Study material Block Start

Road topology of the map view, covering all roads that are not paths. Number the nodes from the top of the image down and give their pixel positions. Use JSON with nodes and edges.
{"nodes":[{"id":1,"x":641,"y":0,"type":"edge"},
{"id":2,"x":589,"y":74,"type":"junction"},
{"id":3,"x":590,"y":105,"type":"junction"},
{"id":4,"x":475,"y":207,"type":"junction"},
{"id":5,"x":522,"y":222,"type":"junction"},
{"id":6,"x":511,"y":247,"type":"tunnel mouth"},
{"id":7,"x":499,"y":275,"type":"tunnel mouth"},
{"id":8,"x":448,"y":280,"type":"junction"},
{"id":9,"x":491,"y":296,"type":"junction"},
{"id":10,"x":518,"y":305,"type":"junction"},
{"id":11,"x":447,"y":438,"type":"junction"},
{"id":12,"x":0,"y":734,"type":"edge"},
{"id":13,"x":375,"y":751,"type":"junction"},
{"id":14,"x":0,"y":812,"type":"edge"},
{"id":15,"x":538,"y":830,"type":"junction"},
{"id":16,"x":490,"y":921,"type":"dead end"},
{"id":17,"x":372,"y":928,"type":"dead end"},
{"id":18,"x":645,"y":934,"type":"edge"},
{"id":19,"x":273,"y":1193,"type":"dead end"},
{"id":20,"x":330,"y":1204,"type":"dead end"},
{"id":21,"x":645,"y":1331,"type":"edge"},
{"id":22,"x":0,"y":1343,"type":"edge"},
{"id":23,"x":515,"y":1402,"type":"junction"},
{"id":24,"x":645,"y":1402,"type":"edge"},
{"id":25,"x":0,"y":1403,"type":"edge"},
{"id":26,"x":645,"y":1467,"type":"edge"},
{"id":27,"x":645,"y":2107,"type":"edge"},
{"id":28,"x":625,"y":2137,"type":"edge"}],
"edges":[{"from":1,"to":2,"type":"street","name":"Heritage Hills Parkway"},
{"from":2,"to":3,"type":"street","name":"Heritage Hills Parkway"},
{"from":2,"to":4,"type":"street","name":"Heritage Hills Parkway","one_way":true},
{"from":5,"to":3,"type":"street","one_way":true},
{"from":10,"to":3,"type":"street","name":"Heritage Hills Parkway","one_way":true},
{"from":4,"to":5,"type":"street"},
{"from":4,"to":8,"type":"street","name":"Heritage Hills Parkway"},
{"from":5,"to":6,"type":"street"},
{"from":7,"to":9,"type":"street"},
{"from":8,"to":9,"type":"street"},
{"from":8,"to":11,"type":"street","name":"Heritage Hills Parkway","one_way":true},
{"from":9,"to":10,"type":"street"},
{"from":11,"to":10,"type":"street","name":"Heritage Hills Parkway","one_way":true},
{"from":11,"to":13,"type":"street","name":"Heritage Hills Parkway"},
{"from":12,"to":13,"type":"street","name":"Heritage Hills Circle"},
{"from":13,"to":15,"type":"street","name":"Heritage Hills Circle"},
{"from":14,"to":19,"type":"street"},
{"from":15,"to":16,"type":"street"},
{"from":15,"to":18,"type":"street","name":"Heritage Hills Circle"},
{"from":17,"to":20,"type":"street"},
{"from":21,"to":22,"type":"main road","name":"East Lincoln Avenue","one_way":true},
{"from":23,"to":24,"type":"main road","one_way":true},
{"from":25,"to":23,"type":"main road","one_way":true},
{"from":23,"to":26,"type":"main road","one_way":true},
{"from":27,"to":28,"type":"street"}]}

Study material Block End

Problem to solve>
Count how many lines of the data include the word "dead". Your reply should be that number alone.

Answer>
4